• _Exercise directions_
Every record that follows should be printed verbatim.

=== Section Start ===

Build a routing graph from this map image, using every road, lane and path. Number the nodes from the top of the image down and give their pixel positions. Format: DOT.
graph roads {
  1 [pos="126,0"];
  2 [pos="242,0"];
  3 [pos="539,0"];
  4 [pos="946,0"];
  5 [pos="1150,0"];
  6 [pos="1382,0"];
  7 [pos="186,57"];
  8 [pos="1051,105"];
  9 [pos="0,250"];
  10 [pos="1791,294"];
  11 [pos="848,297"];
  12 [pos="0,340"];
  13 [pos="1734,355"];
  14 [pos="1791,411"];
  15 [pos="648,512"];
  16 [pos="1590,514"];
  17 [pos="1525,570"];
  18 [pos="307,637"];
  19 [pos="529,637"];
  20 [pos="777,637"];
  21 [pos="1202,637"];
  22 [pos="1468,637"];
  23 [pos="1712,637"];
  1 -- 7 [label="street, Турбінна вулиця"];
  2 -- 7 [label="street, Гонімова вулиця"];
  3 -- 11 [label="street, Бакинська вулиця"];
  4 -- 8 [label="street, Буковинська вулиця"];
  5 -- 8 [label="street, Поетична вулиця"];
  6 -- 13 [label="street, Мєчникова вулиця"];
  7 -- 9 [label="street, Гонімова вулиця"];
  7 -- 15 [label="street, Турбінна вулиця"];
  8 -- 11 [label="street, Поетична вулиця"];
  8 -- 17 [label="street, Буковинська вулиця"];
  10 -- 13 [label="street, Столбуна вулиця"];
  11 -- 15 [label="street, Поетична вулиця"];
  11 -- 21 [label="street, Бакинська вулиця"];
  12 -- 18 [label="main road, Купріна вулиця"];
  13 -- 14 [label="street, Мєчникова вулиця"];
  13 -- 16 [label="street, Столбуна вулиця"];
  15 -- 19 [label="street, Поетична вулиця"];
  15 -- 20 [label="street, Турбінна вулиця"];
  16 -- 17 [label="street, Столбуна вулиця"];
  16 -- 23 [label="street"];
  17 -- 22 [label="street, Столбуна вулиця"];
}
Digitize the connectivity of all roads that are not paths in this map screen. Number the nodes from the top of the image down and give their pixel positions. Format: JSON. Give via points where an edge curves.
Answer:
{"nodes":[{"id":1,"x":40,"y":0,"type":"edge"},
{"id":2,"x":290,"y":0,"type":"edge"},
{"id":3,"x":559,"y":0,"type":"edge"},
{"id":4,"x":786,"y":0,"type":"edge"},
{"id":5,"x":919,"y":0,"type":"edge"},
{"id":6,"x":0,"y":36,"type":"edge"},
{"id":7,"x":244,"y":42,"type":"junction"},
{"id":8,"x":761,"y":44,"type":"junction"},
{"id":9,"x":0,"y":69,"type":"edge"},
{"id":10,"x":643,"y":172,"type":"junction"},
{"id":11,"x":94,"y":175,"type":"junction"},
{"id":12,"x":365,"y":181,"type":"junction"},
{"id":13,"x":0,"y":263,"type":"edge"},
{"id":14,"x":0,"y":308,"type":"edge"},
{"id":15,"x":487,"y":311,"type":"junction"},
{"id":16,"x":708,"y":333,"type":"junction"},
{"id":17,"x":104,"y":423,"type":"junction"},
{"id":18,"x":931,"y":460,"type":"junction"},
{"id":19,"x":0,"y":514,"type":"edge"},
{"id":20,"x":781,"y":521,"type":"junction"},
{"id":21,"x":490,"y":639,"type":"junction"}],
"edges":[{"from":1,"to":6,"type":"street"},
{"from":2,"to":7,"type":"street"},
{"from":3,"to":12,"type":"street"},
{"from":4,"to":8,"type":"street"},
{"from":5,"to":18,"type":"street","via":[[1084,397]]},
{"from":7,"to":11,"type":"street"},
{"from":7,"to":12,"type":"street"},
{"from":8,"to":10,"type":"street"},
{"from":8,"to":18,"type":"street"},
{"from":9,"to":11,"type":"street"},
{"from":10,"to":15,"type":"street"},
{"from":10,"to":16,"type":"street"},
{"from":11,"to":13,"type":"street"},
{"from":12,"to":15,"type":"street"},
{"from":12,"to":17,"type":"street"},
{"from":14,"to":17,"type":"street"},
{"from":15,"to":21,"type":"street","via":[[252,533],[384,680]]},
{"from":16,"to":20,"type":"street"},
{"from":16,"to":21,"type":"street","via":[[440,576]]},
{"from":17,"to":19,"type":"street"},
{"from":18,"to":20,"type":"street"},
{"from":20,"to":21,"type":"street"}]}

=== Section End ===

• _Written response_
Build a routing graph from this map image, using every road, lane and path. Number the nodes from the top of the image down and give their pixel positions. Format: DOT.
graph roads {
  1 [pos="126,0"];
  2 [pos="242,0"];
  3 [pos="539,0"];
  4 [pos="946,0"];
  5 [pos="1150,0"];
  6 [pos="1382,0"];
  7 [pos="186,57"];
  8 [pos="1051,105"];
  9 [pos="0,250"];
  10 [pos="1791,294"];
  11 [pos="848,297"];
  12 [pos="0,340"];
  13 [pos="1734,355"];
  14 [pos="1791,411"];
  15 [pos="648,512"];
  16 [pos="1590,514"];
  17 [pos="1525,570"];
  18 [pos="307,637"];
  19 [pos="529,637"];
  20 [pos="777,637"];
  21 [pos="1202,637"];
  22 [pos="1468,637"];
  23 [pos="1712,637"];
  1 -- 7 [label="street, Турбінна вулиця"];
  2 -- 7 [label="street, Гонімова вулиця"];
  3 -- 11 [label="street, Бакинська вулиця"];
  4 -- 8 [label="street, Буковинська вулиця"];
  5 -- 8 [label="street, Поетична вулиця"];
  6 -- 13 [label="street, Мєчникова вулиця"];
  7 -- 9 [label="street, Гонімова вулиця"];
  7 -- 15 [label="street, Турбінна вулиця"];
  8 -- 11 [label="street, Поетична вулиця"];
  8 -- 17 [label="street, Буковинська вулиця"];
  10 -- 13 [label="street, Столбуна вулиця"];
  11 -- 15 [label="street, Поетична вулиця"];
  11 -- 21 [label="street, Бакинська вулиця"];
  12 -- 18 [label="main road, Купріна вулиця"];
  13 -- 14 [label="street, Мєчникова вулиця"];
  13 -- 16 [label="street, Столбуна вулиця"];
  15 -- 19 [label="street, Поетична вулиця"];
  15 -- 20 [label="street, Турбінна вулиця"];
  16 -- 17 [label="street, Столбуна вулиця"];
  16 -- 23 [label="street"];
  17 -- 22 [label="street, Столбуна вулиця"];
}
Digitize the connectivity of all roads that are not paths in this map screen. Number the nodes from the top of the image down and give their pixel positions. Format: JSON. Give via points where an edge curves.
Answer:
{"nodes":[{"id":1,"x":40,"y":0,"type":"edge"},
{"id":2,"x":290,"y":0,"type":"edge"},
{"id":3,"x":559,"y":0,"type":"edge"},
{"id":4,"x":786,"y":0,"type":"edge"},
{"id":5,"x":919,"y":0,"type":"edge"},
{"id":6,"x":0,"y":36,"type":"edge"},
{"id":7,"x":244,"y":42,"type":"junction"},
{"id":8,"x":761,"y":44,"type":"junction"},
{"id":9,"x":0,"y":69,"type":"edge"},
{"id":10,"x":643,"y":172,"type":"junction"},
{"id":11,"x":94,"y":175,"type":"junction"},
{"id":12,"x":365,"y":181,"type":"junction"},
{"id":13,"x":0,"y":263,"type":"edge"},
{"id":14,"x":0,"y":308,"type":"edge"},
{"id":15,"x":487,"y":311,"type":"junction"},
{"id":16,"x":708,"y":333,"type":"junction"},
{"id":17,"x":104,"y":423,"type":"junction"},
{"id":18,"x":931,"y":460,"type":"junction"},
{"id":19,"x":0,"y":514,"type":"edge"},
{"id":20,"x":781,"y":521,"type":"junction"},
{"id":21,"x":490,"y":639,"type":"junction"}],
"edges":[{"from":1,"to":6,"type":"street"},
{"from":2,"to":7,"type":"street"},
{"from":3,"to":12,"type":"street"},
{"from":4,"to":8,"type":"street"},
{"from":5,"to":18,"type":"street","via":[[1084,397]]},
{"from":7,"to":11,"type":"street"},
{"from":7,"to":12,"type":"street"},
{"from":8,"to":10,"type":"street"},
{"from":8,"to":18,"type":"street"},
{"from":9,"to":11,"type":"street"},
{"from":10,"to":15,"type":"street"},
{"from":10,"to":16,"type":"street"},
{"from":11,"to":13,"type":"street"},
{"from":12,"to":15,"type":"street"},
{"from":12,"to":17,"type":"street"},
{"from":14,"to":17,"type":"street"},
{"from":15,"to":21,"type":"street","via":[[252,533],[384,680]]},
{"from":16,"to":20,"type":"street"},
{"from":16,"to":21,"type":"street","via":[[440,576]]},
{"from":17,"to":19,"type":"street"},
{"from":18,"to":20,"type":"street"},
{"from":20,"to":21,"type":"street"}]}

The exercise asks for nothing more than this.